[llvm] 6b29a6f - [X86] Add support for using Sched/Codesize information to `X86FixupInstTuning` Pass.
Noah Goldstein via llvm-commits
llvm-commits at lists.llvm.org
Wed Mar 8 09:57:57 PST 2023
Author: Noah Goldstein
Date: 2023-03-08T11:57:38-06:00
New Revision: 6b29a6f27d40cfc4225fe14d0f0a298fde611cad
URL: https://github.com/llvm/llvm-project/commit/6b29a6f27d40cfc4225fe14d0f0a298fde611cad
DIFF: https://github.com/llvm/llvm-project/commit/6b29a6f27d40cfc4225fe14d0f0a298fde611cad.diff
LOG: [X86] Add support for using Sched/Codesize information to `X86FixupInstTuning` Pass.

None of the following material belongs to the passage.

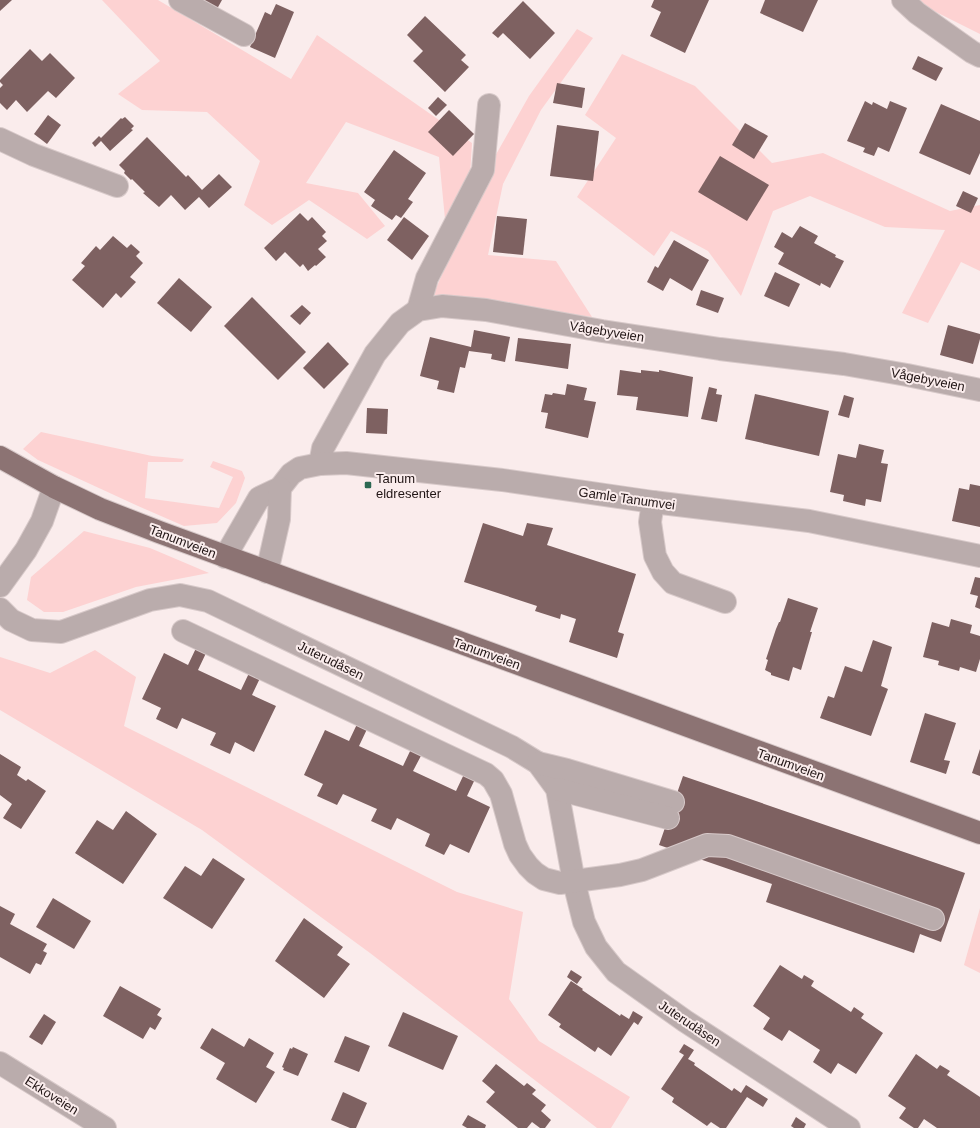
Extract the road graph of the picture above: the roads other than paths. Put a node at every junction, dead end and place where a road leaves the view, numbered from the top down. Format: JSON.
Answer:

Use this to handle new transform: `{v}unpck{l|h}pd` -> `{v}shufps`. We
need the sched information here as `{v}shufps` is 1 more byte of code
size, so we only want to make this transformation if `{v}shufps` is
actually faster.
Differential Revision: https://reviews.llvm.org/D144570
Added:
Modified:
llvm/lib/Target/X86/X86FixupInstTuning.cpp
llvm/test/CodeGen/X86/tuning-shuffle-unpckpd-avx512.ll
llvm/test/CodeGen/X86/tuning-shuffle-unpckpd.ll
Removed:
################################################################################
diff --git a/llvm/lib/Target/X86/X86FixupInstTuning.cpp b/llvm/lib/Target/X86/X86FixupInstTuning.cpp
index 7d0103793142..662cdf9adee7 100644
--- a/llvm/lib/Target/X86/X86FixupInstTuning.cpp
+++ b/llvm/lib/Target/X86/X86FixupInstTuning.cpp
@@ -57,6 +57,7 @@ class X86FixupInstTuningPass : public MachineFunctionPass {
private:
const X86InstrInfo *TII = nullptr;
const X86Subtarget *ST = nullptr;
+ const MCSchedModel *SM = nullptr;
};
} // end anonymous namespace
@@ -68,6 +69,14 @@ FunctionPass *llvm::createX86FixupInstTuning() {
return new X86FixupInstTuningPass();
}
+template <typename T>
+static std::optional<bool> CmpOptionals(T NewVal, T CurVal) {
+ if (NewVal.has_value() && CurVal.has_value() && *NewVal != *CurVal)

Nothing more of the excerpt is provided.